Top-Level Requirements for Large Surface Combatant In Development; Planned SPY-6 Backfit Effort In Flux

August 27, 2020 4:44 PM - Updated: August 27, 2020 6:28 PM
USS Stockdale (DDG-106) transits the Gulf of Oman on Jan. 5, 2019. US Navy Photo

The Navy’s latest effort to define its next large surface combatant is underway, with the director of surface warfare (OPNAV N96) saying the top-level requirements for the ship class are due to the chief of naval operations by the end of the year.

Rear Adm. Paul Schlise said today that “we’ll take the initial top-level requirements for our next surface combatant – you might have heard it called the Large Surface Combatant, that’s a term we’re looking to change – but we have a brief later this year to CNO where we’ll talk what the top-level requirements are for that ship. We’ll join with the Flight III (Arleigh Burke destroyers) as the future high-end of our force mix in the surface combatant force.”

The Navy announced by early 2017 that the Large Surface Combatant would be one piece of its family-of-systems vision for a future surface force that would include a large and small combatant, a medium and large unmanned surface vessel, and a common combat system that would help ensure they all remain integrated on the battlefield.

Though the FFG(X) frigate as a first instantiation of the small surface combatant has moved forward, and prototypes of medium and large USVs are in the water today, the Navy has been stuck on the large combatant piece. In 2018 the service seemed close, noting that it wouldn’t be a cruiser but would have dedicated space to host an air warfare commander, and that it wouldn’t be a destroyer either but might take stealth and power components from the Zumwalt-class DDG program and the Aegis Combat System from the Arleigh Burkes. Industry talks were set to begin in early 2019.

But last year the timing of the program got pushed back again, and by early this year it was pushed back to late in the 2020s.

Schlise, who spoke in the Surface Navy Association’s Virtual Waterfront conference, gave no indication during his remarks what kind of missions the ship would have, what kind of timeline the Navy was looking at for designing and buying it – or whether the new name would bring it any closer to a cruiser or a destroyer designation.

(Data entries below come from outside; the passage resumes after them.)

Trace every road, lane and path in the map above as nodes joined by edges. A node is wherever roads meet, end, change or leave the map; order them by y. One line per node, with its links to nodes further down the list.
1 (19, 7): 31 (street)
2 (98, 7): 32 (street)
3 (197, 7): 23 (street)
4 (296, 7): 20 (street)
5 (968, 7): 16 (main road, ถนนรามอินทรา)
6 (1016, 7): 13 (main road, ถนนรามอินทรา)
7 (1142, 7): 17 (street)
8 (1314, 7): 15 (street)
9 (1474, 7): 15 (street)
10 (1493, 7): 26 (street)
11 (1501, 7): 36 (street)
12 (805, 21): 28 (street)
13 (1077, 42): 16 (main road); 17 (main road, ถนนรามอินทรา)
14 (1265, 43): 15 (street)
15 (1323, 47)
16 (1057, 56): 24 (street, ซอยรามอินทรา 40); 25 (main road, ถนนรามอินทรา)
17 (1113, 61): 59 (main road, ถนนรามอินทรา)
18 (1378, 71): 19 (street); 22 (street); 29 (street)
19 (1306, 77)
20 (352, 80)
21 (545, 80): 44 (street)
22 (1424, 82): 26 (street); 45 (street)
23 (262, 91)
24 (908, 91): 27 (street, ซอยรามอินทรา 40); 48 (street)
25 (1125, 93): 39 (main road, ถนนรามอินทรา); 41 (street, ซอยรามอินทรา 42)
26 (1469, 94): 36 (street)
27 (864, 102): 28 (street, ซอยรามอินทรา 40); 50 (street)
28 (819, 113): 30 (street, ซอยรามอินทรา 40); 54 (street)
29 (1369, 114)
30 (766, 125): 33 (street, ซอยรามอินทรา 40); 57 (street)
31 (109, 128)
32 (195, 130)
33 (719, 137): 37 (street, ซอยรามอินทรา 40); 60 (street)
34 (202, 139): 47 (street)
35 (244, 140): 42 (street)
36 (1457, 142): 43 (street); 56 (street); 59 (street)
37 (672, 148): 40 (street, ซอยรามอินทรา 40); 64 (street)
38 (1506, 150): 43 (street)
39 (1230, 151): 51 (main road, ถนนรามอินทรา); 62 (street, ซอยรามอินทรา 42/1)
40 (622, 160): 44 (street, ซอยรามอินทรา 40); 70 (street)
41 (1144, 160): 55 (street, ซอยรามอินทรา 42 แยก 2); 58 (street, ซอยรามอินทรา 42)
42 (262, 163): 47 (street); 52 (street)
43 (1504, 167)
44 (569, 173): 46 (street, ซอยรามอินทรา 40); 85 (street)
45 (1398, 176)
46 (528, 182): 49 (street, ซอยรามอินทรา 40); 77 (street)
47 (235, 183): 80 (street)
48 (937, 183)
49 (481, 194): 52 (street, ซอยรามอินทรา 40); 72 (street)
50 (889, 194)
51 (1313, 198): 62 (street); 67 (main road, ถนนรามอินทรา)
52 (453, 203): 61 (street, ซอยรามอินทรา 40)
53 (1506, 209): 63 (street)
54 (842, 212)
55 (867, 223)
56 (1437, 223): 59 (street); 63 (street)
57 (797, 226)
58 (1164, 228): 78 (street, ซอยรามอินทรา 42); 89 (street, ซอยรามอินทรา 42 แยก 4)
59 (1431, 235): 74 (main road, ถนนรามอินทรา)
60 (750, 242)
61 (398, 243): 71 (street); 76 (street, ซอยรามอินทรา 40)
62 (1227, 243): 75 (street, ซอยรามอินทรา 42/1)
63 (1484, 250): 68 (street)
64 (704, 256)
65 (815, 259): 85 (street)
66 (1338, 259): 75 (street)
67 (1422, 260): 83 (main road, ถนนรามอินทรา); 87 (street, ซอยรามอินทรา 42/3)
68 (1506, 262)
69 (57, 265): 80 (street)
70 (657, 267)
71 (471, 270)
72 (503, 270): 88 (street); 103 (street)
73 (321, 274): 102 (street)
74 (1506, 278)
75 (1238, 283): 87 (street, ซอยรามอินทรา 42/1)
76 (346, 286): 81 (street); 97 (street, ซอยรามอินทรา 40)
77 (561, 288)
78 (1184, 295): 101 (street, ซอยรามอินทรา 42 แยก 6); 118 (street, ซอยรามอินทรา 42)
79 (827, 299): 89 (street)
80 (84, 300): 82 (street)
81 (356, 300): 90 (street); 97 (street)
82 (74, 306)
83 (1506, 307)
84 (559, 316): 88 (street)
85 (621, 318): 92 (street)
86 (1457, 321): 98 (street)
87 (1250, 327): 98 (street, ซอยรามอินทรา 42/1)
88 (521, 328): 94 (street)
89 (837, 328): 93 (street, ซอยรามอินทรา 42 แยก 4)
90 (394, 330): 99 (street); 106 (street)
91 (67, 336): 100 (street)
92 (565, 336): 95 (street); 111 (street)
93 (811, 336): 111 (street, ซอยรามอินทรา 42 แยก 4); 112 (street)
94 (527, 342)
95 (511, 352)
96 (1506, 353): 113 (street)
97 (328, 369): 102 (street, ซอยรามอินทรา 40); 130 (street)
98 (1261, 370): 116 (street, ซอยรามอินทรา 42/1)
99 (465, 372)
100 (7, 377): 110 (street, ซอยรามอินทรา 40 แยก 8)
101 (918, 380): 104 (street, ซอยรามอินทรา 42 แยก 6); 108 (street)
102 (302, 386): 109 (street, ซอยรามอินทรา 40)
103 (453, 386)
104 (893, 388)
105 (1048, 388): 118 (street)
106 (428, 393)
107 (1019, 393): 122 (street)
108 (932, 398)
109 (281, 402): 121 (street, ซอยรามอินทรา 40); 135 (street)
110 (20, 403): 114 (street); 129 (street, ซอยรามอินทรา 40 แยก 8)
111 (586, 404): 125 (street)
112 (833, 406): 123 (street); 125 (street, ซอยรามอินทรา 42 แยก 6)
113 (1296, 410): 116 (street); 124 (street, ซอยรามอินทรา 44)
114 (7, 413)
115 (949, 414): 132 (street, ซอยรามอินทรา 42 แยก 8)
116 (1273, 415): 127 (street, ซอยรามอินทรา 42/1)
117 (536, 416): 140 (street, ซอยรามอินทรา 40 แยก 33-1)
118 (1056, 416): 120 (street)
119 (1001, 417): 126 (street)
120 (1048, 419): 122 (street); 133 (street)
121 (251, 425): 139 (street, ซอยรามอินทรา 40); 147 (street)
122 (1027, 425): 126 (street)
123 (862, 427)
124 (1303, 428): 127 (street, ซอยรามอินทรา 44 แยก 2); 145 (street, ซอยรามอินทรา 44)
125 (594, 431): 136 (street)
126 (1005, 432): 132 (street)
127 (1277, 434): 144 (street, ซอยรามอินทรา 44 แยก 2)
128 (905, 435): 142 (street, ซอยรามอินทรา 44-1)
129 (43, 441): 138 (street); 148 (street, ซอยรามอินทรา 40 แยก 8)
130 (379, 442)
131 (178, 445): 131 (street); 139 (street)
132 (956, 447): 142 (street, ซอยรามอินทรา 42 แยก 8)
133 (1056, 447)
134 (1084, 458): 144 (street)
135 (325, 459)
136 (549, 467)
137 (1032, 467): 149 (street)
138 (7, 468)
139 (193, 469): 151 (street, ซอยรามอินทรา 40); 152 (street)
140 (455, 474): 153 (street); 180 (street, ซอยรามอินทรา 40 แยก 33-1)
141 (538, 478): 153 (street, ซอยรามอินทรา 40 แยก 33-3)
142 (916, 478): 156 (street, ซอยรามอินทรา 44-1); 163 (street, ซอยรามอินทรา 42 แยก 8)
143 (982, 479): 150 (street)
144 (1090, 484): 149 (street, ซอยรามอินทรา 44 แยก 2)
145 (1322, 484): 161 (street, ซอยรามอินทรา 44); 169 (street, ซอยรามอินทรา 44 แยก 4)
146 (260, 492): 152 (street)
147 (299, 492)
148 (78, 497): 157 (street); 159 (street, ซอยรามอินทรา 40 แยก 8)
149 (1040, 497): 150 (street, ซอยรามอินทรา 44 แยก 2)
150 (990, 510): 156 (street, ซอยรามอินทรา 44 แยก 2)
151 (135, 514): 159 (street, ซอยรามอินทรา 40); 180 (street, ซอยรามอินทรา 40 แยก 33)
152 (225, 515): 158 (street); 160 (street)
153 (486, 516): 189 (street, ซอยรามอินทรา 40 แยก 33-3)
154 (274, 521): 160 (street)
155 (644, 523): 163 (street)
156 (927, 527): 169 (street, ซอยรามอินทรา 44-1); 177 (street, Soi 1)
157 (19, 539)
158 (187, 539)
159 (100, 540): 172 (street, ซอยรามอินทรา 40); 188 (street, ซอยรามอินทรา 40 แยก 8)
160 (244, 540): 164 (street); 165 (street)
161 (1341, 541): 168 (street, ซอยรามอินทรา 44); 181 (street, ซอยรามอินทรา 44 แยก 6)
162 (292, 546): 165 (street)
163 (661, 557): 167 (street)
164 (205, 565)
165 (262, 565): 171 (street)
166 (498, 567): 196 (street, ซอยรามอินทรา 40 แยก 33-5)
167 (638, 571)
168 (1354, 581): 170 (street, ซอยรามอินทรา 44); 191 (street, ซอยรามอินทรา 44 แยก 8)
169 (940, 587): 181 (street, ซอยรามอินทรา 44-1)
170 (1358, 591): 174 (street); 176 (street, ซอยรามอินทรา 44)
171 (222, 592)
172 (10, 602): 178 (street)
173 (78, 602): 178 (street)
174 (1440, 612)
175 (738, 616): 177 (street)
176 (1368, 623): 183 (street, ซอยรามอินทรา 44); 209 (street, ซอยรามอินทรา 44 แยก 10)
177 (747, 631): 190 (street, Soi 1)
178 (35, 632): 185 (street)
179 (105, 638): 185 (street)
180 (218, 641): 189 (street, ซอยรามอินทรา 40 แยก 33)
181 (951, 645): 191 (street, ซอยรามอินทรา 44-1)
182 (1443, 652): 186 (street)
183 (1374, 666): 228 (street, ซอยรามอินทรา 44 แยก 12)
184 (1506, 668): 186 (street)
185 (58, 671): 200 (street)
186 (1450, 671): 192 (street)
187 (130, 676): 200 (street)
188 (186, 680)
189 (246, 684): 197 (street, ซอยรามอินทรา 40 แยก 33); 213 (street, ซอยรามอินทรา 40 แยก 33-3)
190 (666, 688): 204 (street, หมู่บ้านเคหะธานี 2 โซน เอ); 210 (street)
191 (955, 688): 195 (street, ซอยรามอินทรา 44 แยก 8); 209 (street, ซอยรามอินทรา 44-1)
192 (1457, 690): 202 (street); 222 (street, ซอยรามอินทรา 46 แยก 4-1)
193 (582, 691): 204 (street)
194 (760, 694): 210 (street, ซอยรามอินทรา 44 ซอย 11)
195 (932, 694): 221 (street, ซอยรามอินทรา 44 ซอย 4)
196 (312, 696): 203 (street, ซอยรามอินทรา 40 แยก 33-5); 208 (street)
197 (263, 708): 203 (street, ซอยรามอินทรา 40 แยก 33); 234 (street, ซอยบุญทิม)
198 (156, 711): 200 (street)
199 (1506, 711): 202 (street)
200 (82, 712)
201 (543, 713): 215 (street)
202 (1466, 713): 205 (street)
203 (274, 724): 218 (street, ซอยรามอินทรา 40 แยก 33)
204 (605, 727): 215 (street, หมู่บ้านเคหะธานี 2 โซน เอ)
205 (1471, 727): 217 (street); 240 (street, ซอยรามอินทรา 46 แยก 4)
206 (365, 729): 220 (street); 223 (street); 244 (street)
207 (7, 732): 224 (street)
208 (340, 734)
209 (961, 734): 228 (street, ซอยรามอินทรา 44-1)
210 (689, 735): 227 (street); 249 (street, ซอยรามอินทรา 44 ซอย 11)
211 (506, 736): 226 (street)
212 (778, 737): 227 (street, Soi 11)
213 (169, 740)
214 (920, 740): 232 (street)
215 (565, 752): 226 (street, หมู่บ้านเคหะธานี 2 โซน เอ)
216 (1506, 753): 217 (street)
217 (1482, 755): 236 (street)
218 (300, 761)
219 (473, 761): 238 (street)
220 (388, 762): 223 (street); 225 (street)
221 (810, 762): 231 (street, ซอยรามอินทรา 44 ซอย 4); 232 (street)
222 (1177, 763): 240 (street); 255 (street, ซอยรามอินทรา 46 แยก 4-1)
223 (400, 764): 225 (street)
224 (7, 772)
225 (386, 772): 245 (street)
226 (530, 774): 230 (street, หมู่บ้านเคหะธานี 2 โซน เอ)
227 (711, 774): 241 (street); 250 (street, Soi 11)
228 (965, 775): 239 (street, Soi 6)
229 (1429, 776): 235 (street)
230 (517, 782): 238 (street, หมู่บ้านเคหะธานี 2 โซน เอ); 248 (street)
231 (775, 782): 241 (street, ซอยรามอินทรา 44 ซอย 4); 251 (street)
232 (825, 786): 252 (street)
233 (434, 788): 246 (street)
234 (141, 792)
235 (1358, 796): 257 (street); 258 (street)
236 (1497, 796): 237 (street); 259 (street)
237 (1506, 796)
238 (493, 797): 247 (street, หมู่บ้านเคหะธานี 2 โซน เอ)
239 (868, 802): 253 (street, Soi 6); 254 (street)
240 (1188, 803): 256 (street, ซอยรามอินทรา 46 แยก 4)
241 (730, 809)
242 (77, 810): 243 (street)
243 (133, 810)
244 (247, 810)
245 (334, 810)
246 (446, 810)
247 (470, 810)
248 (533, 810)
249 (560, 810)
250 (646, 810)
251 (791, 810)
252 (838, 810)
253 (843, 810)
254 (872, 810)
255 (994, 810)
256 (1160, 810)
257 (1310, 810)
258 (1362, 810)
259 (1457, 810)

Test array for the AN/SPY-6(v) at the Pacific Missile Range Facility in Hawaii. Raytheon Photo

He also said during his remarks that the SPY-6 air and missile defense radar would be the future sensor of the surface force. The Flight III Arleigh Burke design was built around this advanced radar, which builder Raytheon has dubbed AN/SPY-6(V)1 – which has since been supplemented by AN/SPY-6(V)2, a rotating Enterprise Air Surveillance Radar variant designed for older Nimitz-class aircraft carriers and amphibious assault ships, and AN/SPY-6(V)3, a fixed EASR radar that will go on Ford-class carriers and frigates.

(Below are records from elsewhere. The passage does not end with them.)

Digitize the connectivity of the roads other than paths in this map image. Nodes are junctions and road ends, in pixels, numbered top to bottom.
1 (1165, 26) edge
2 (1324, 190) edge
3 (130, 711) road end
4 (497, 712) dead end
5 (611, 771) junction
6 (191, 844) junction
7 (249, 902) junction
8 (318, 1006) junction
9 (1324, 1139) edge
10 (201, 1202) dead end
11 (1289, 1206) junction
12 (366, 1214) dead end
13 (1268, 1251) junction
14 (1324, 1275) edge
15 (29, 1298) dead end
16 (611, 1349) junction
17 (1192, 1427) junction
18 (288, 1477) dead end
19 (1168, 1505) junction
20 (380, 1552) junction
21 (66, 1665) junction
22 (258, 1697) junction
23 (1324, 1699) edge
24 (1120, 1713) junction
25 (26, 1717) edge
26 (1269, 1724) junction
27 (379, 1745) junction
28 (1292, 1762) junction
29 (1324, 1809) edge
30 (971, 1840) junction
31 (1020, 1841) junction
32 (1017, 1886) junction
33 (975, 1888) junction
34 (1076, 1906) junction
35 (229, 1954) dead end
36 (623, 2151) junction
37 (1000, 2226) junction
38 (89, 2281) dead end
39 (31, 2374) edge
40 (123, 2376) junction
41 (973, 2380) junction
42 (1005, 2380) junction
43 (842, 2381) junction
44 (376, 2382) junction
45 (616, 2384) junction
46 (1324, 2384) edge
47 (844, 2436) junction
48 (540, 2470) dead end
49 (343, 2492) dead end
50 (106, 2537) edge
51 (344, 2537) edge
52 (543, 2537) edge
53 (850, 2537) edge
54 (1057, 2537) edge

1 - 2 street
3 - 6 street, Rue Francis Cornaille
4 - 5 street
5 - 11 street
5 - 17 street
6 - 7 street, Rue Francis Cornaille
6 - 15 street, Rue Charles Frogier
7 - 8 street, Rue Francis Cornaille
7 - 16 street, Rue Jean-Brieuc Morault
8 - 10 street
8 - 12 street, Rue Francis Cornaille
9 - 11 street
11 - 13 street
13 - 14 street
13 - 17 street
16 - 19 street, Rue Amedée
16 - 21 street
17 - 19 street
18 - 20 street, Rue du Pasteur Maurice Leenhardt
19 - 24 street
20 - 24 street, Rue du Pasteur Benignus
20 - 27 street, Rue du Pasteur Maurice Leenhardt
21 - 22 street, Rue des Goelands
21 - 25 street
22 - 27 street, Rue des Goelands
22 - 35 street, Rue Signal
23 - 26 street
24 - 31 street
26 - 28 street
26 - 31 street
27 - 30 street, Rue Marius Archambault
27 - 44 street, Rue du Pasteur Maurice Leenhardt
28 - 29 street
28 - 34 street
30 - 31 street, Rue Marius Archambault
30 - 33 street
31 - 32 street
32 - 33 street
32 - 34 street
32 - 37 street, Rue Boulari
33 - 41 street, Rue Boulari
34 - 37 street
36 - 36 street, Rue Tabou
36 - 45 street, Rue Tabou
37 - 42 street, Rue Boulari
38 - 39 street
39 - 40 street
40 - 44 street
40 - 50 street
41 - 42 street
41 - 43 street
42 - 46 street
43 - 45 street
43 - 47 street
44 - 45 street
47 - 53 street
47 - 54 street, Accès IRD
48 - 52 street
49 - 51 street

Raytheon also advertises a smaller AN/SPY-6(V)4 that would be backfit onto Flight IIA destroyers as the Arleigh Burke DDGs go through a modernization program. Navy program officials said in January that they were considering adding SPY-6 and the Baseline 10 Aegis Combat System to the Flight IIA destroyers when they go through modernization periods. Though they said funds would start flowing in Fiscal Year 2021 – the year for which Congress is currently negotiating a spending bill and defense authorization bill – Capt. Jason Hall with Program Executive Office Integrated Warfare Systems said at the time there was “nothing committed to contracts or to a ship yet. So, we’re working through what happens over the next couple of years.”

Schlise suggested they were even further from committing to the SPY-6 inclusion in the DDG modernizations.

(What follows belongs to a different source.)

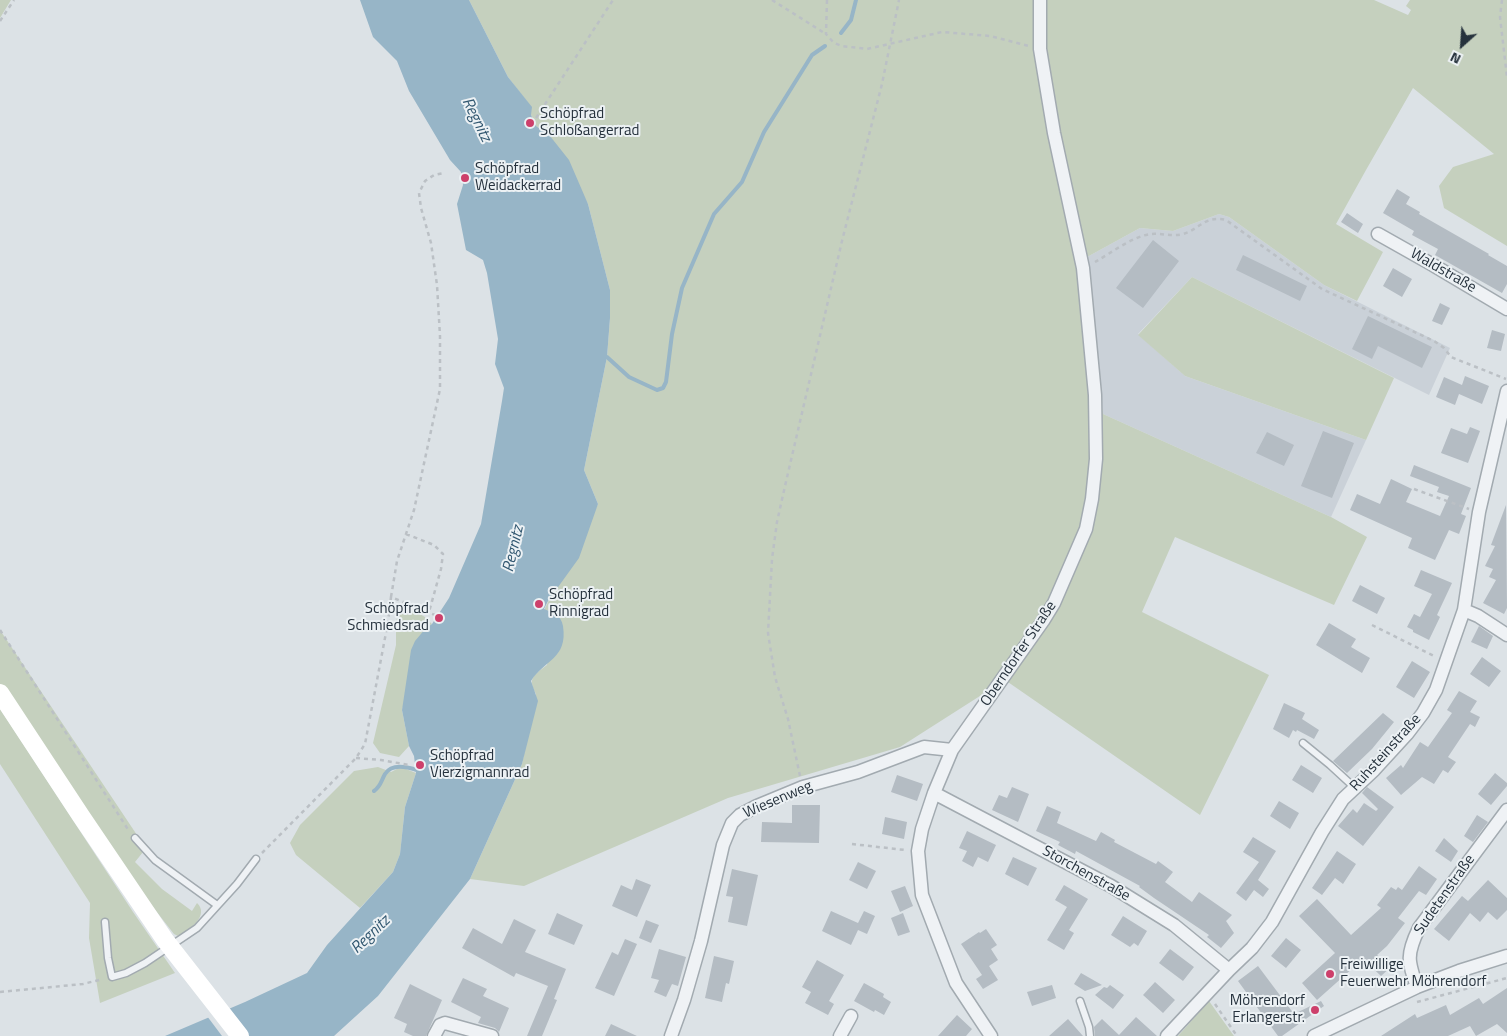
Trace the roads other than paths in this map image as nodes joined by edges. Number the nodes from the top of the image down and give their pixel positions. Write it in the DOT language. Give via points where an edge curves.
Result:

Overall, he said, “DDG modernizations are going to kick into higher gear here in the coming years on a pace of about three per year.”

As for the radar, though, “this is an element of the later-on versions of the DDG mod. And it’s got some requirements process to go through here in the building still. That’s, as with everything we do at the OPNAV staff, it’s stacked against all the other priorities across all the high 9s: aviation, submarines and surface requirements,” he said during the question and answer session.
“But the great news is that the radar is continuing to perform well. Elements of it are delivering on time, and the testing is tracking along. So the backfit program is, as I said, has a ways to go in terms of the point at which we’ll cut them in, which is a few years out into the DDG mod program. But it’s on track.”

Megan Eckstein

Megan Eckstein

Megan Eckstein is the former deputy editor for USNI News.